- **ASSIGNMENT**:
The required result is the number of lines in this material containing the word "linejoin". Write that number and no other text.

- **TASK DATA**:
^^^^^^^^^^^^^^^^

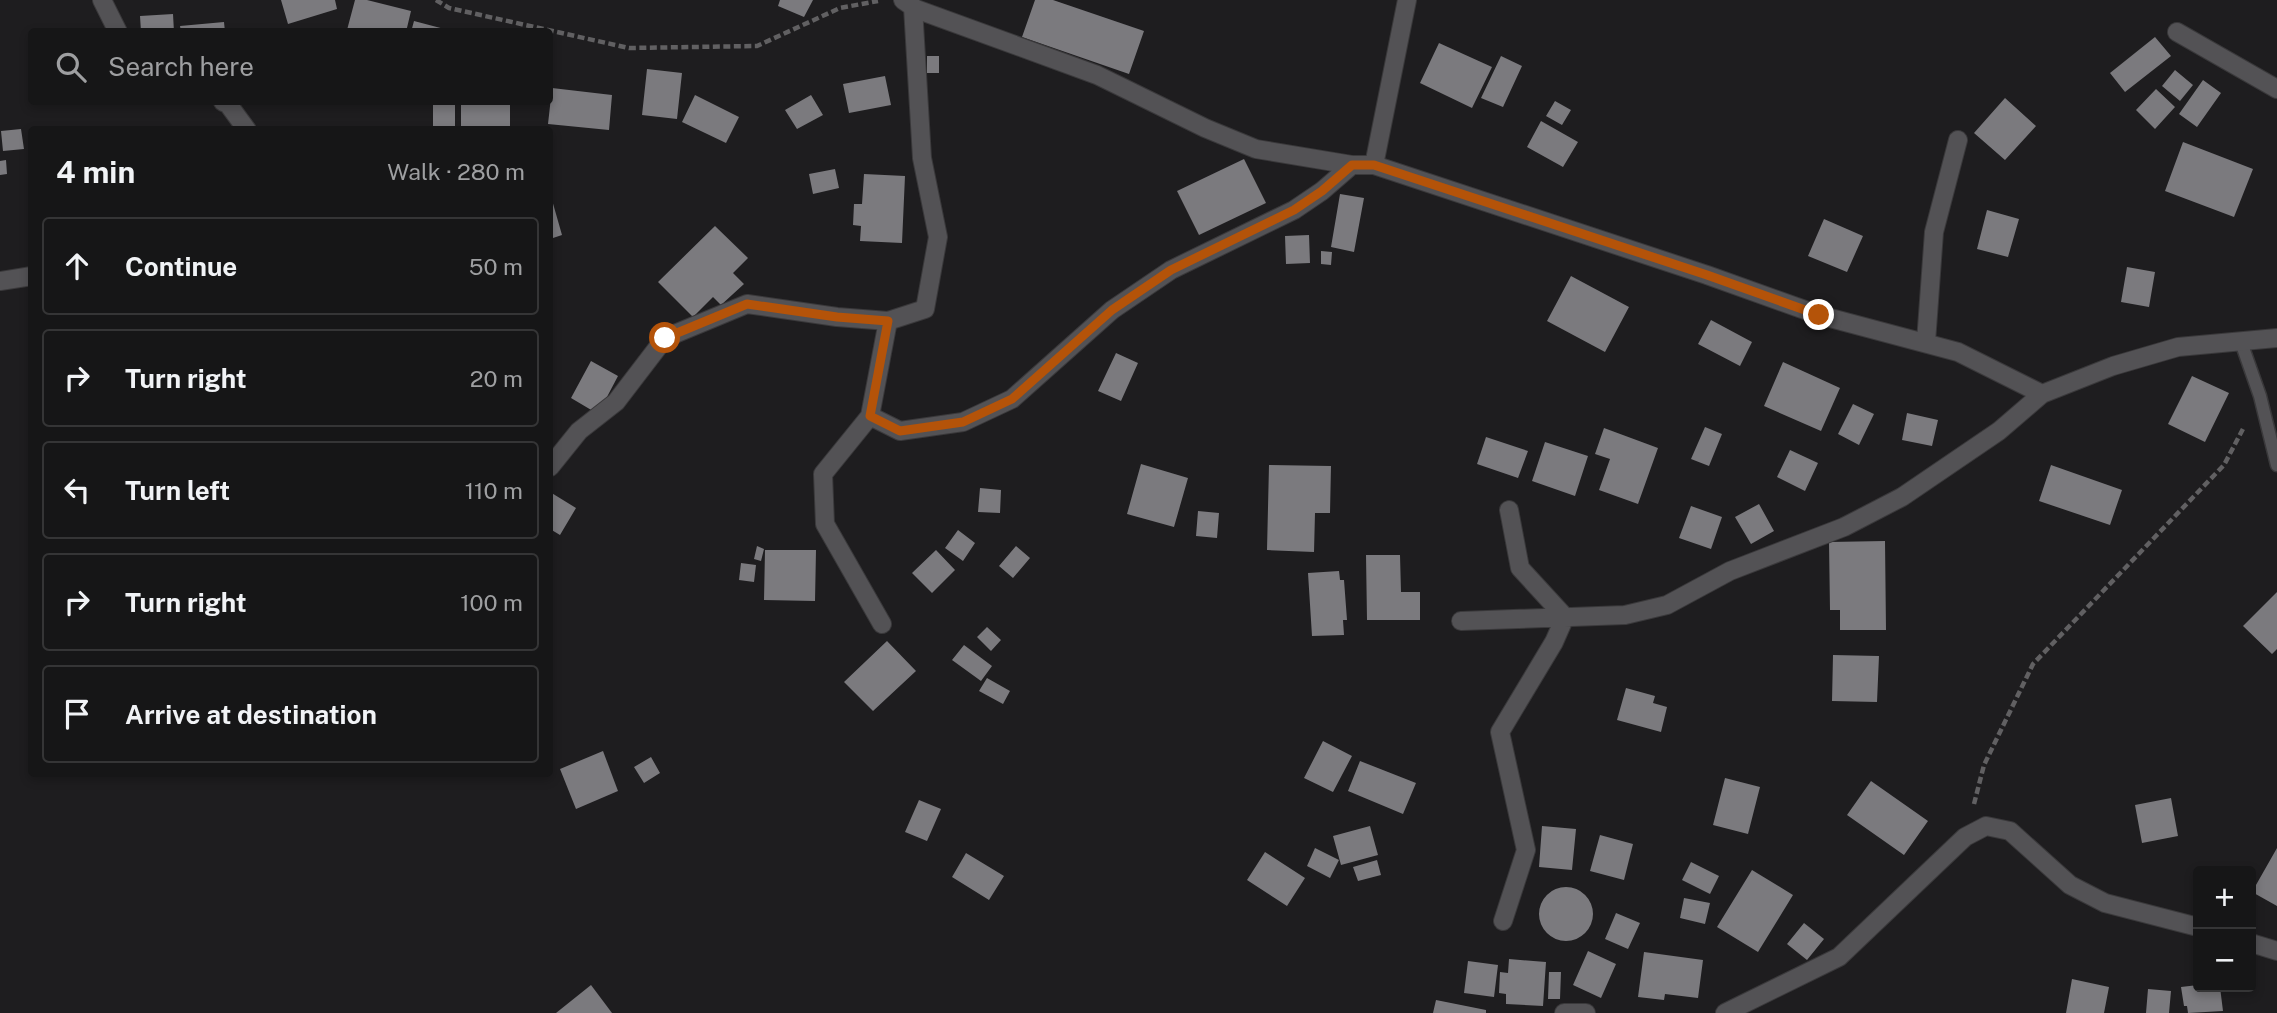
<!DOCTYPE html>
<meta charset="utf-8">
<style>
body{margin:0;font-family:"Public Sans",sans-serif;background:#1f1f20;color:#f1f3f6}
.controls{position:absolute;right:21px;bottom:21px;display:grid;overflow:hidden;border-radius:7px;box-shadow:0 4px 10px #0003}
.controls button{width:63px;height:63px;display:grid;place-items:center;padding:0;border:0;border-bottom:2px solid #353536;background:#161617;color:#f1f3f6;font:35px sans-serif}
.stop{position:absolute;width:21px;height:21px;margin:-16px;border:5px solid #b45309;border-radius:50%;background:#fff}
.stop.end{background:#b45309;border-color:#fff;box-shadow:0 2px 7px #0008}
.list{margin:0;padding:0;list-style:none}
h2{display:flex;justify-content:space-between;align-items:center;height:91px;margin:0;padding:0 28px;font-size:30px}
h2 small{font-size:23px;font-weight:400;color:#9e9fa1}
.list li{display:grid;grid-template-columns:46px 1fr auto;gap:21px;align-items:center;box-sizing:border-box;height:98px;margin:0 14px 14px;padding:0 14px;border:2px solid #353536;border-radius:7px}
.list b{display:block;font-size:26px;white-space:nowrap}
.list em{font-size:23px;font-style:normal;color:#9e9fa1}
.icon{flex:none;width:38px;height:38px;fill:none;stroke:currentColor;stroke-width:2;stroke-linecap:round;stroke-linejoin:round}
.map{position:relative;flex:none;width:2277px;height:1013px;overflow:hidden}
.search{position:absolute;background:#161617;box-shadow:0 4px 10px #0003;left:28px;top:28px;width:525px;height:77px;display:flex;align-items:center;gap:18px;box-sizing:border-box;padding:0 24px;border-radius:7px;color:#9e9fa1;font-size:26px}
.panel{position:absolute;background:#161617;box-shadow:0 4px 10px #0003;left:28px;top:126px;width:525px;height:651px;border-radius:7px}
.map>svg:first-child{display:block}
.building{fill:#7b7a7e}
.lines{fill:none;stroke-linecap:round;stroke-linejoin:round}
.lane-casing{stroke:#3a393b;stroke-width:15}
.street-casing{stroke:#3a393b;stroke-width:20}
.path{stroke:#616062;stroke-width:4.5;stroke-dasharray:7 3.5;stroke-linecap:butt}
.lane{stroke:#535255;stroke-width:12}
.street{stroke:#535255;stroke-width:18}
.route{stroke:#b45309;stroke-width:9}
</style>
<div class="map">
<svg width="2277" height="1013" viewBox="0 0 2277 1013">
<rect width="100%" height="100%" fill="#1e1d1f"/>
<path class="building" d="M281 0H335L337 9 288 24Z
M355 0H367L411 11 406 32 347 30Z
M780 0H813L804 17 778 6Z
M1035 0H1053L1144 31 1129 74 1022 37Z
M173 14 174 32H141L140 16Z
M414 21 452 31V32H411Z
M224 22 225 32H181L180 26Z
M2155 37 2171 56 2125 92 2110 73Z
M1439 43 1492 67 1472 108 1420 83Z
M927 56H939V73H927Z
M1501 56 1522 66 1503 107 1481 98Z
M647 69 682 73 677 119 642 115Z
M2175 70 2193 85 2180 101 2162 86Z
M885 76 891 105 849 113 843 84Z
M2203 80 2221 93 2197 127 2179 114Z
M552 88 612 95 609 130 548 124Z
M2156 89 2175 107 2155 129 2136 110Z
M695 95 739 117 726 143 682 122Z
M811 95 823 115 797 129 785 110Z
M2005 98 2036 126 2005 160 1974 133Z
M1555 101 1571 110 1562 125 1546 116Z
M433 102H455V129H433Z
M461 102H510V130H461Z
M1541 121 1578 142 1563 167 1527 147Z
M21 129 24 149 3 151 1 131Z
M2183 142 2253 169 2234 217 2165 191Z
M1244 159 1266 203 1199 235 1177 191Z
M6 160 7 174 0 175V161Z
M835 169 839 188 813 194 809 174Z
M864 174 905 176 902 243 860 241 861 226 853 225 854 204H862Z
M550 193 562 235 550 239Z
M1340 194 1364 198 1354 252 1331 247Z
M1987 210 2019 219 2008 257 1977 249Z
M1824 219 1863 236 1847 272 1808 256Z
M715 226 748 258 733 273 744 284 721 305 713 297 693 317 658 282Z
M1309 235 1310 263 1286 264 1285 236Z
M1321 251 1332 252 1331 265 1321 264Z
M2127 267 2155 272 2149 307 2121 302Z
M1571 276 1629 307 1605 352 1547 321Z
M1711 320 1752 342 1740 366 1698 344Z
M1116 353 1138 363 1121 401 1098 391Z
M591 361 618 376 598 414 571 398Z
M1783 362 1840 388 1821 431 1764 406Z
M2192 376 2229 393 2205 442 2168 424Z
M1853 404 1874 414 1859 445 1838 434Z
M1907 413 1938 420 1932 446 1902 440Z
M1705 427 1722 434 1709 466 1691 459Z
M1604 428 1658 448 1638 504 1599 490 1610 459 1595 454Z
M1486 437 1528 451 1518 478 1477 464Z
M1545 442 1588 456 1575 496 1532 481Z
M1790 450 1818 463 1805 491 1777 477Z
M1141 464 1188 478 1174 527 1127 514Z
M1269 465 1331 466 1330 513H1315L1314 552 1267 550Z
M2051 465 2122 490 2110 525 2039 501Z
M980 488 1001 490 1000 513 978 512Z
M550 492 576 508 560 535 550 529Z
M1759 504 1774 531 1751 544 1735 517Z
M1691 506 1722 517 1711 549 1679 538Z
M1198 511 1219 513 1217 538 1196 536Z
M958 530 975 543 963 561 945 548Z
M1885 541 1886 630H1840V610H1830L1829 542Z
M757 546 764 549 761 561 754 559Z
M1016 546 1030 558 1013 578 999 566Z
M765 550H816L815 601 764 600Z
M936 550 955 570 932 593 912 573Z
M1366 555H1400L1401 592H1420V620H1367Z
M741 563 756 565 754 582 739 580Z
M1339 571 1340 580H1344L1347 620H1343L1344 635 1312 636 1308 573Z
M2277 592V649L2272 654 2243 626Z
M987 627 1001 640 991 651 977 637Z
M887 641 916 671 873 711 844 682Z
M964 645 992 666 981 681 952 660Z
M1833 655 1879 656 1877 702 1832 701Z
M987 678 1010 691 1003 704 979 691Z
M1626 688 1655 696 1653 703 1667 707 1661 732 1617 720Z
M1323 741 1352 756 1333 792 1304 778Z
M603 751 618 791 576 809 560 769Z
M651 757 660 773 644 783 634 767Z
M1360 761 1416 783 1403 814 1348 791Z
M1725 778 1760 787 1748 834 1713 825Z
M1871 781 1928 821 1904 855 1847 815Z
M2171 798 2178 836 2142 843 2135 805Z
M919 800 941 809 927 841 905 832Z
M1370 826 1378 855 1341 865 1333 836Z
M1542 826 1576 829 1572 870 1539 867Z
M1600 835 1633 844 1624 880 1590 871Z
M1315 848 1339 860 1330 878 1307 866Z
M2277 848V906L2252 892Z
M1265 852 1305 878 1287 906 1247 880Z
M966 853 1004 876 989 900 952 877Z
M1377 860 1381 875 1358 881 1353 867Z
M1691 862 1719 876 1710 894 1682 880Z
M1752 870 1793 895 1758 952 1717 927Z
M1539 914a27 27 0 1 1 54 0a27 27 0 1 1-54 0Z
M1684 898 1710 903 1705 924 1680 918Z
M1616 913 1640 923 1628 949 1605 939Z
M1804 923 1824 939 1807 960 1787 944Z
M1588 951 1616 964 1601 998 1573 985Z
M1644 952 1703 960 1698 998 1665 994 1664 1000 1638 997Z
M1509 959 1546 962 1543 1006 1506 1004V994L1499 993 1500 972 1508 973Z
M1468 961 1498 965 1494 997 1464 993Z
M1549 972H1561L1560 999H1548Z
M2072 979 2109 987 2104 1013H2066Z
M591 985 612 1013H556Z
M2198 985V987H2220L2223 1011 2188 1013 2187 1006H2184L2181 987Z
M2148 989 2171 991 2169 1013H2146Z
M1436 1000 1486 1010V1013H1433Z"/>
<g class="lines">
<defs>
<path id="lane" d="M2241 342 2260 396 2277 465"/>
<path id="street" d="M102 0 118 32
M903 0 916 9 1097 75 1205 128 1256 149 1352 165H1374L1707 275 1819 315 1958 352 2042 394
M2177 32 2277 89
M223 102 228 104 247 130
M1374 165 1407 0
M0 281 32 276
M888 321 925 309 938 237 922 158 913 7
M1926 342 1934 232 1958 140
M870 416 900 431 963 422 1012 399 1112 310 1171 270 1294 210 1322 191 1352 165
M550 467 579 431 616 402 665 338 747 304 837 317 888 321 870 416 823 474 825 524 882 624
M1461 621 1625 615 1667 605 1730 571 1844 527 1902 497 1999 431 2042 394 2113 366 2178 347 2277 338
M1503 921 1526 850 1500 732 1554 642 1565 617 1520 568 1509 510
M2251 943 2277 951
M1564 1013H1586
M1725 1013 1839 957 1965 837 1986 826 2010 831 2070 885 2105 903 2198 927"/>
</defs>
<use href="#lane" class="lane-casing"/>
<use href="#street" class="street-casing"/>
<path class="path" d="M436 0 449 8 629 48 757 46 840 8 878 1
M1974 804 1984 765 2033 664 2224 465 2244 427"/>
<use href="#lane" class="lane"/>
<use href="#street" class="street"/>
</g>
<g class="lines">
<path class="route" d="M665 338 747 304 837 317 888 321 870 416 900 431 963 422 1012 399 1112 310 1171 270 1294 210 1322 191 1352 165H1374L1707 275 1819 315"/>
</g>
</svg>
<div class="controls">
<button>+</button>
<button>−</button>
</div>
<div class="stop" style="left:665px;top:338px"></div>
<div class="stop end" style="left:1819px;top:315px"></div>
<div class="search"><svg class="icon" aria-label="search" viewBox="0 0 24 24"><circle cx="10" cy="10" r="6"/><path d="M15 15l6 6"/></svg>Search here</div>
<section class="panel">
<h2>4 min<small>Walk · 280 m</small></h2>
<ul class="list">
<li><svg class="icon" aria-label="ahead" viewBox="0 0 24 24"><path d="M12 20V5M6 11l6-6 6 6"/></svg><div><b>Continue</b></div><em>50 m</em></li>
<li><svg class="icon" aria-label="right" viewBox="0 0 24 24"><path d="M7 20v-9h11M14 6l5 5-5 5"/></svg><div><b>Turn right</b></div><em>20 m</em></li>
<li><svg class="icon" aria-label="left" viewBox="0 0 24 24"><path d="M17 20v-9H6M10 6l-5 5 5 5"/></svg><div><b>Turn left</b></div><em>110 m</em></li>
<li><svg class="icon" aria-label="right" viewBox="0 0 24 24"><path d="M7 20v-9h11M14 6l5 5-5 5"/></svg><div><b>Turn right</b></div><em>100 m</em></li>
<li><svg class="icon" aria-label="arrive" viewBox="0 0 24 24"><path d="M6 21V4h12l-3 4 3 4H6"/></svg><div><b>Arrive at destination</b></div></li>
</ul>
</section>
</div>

^^^^^^^^^^^^^^^^

- **SOLVED EXERCISE**:
2